Content starts

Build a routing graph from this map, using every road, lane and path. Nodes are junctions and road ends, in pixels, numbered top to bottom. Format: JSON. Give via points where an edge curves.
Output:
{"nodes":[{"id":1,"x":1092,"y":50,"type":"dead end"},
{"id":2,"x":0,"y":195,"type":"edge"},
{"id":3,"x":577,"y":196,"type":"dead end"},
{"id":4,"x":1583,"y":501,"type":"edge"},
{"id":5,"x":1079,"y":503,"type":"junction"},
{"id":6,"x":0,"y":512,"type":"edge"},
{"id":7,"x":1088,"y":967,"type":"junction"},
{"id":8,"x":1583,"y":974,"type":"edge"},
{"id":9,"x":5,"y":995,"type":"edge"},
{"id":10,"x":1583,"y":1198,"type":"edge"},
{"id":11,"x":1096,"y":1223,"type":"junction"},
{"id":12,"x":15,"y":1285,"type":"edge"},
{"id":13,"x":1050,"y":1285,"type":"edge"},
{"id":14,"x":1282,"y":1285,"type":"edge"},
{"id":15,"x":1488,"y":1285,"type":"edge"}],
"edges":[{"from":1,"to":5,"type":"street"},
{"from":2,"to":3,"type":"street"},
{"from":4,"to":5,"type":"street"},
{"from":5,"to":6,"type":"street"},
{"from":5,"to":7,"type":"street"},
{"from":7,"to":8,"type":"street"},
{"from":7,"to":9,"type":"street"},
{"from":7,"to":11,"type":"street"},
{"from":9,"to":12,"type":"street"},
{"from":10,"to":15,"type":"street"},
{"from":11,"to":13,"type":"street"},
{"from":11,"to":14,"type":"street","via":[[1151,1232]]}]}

Content ends

- [Assignment] Copy out the data in full, exactly.

- [Result below]
Build a routing graph from this map, using every road, lane and path. Nodes are junctions and road ends, in pixels, numbered top to bottom. Format: JSON. Give via points where an edge curves.
Output:
{"nodes":[{"id":1,"x":1092,"y":50,"type":"dead end"},
{"id":2,"x":0,"y":195,"type":"edge"},
{"id":3,"x":577,"y":196,"type":"dead end"},
{"id":4,"x":1583,"y":501,"type":"edge"},
{"id":5,"x":1079,"y":503,"type":"junction"},
{"id":6,"x":0,"y":512,"type":"edge"},
{"id":7,"x":1088,"y":967,"type":"junction"},
{"id":8,"x":1583,"y":974,"type":"edge"},
{"id":9,"x":5,"y":995,"type":"edge"},
{"id":10,"x":1583,"y":1198,"type":"edge"},
{"id":11,"x":1096,"y":1223,"type":"junction"},
{"id":12,"x":15,"y":1285,"type":"edge"},
{"id":13,"x":1050,"y":1285,"type":"edge"},
{"id":14,"x":1282,"y":1285,"type":"edge"},
{"id":15,"x":1488,"y":1285,"type":"edge"}],
"edges":[{"from":1,"to":5,"type":"street"},
{"from":2,"to":3,"type":"street"},
{"from":4,"to":5,"type":"street"},
{"from":5,"to":6,"type":"street"},
{"from":5,"to":7,"type":"street"},
{"from":7,"to":8,"type":"street"},
{"from":7,"to":9,"type":"street"},
{"from":7,"to":11,"type":"street"},
{"from":9,"to":12,"type":"street"},
{"from":10,"to":15,"type":"street"},
{"from":11,"to":13,"type":"street"},
{"from":11,"to":14,"type":"street","via":[[1151,1232]]}]}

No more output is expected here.